Dataset excerpts:
========================================
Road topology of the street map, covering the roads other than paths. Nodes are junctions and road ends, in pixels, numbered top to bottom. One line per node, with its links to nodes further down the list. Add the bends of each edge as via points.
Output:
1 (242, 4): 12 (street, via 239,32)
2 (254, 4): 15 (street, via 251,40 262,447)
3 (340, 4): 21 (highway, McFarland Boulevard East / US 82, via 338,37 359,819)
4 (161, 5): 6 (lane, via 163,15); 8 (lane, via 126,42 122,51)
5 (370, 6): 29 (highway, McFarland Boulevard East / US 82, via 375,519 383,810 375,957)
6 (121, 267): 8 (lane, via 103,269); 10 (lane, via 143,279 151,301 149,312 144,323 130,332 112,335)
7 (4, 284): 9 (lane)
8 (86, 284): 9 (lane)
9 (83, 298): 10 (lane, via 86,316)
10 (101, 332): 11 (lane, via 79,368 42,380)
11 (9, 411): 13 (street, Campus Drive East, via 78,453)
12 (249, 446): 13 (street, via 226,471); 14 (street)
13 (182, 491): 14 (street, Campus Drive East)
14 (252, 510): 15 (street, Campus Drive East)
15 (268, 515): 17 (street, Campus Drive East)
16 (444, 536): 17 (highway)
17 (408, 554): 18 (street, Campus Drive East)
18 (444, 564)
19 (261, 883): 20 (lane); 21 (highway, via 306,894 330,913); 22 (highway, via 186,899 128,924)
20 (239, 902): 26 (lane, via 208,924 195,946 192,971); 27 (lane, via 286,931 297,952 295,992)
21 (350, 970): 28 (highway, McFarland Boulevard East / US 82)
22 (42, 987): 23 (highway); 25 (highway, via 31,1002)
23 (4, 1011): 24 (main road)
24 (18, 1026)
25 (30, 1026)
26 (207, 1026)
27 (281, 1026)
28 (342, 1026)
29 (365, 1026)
========================================
Work order:
The answer is to be the complete listing, transcribed exactly.

Solved problem:
Road topology of the street map, covering the roads other than paths. Nodes are junctions and road ends, in pixels, numbered top to bottom. One line per node, with its links to nodes further down the list. Add the bends of each edge as via points.
Output:
1 (242, 4): 12 (street, via 239,32)
2 (254, 4): 15 (street, via 251,40 262,447)
3 (340, 4): 21 (highway, McFarland Boulevard East / US 82, via 338,37 359,819)
4 (161, 5): 6 (lane, via 163,15); 8 (lane, via 126,42 122,51)
5 (370, 6): 29 (highway, McFarland Boulevard East / US 82, via 375,519 383,810 375,957)
6 (121, 267): 8 (lane, via 103,269); 10 (lane, via 143,279 151,301 149,312 144,323 130,332 112,335)
7 (4, 284): 9 (lane)
8 (86, 284): 9 (lane)
9 (83, 298): 10 (lane, via 86,316)
10 (101, 332): 11 (lane, via 79,368 42,380)
11 (9, 411): 13 (street, Campus Drive East, via 78,453)
12 (249, 446): 13 (street, via 226,471); 14 (street)
13 (182, 491): 14 (street, Campus Drive East)
14 (252, 510): 15 (street, Campus Drive East)
15 (268, 515): 17 (street, Campus Drive East)
16 (444, 536): 17 (highway)
17 (408, 554): 18 (street, Campus Drive East)
18 (444, 564)
19 (261, 883): 20 (lane); 21 (highway, via 306,894 330,913); 22 (highway, via 186,899 128,924)
20 (239, 902): 26 (lane, via 208,924 195,946 192,971); 27 (lane, via 286,931 297,952 295,992)
21 (350, 970): 28 (highway, McFarland Boulevard East / US 82)
22 (42, 987): 23 (highway); 25 (highway, via 31,1002)
23 (4, 1011): 24 (main road)
24 (18, 1026)
25 (30, 1026)
26 (207, 1026)
27 (281, 1026)
28 (342, 1026)
29 (365, 1026)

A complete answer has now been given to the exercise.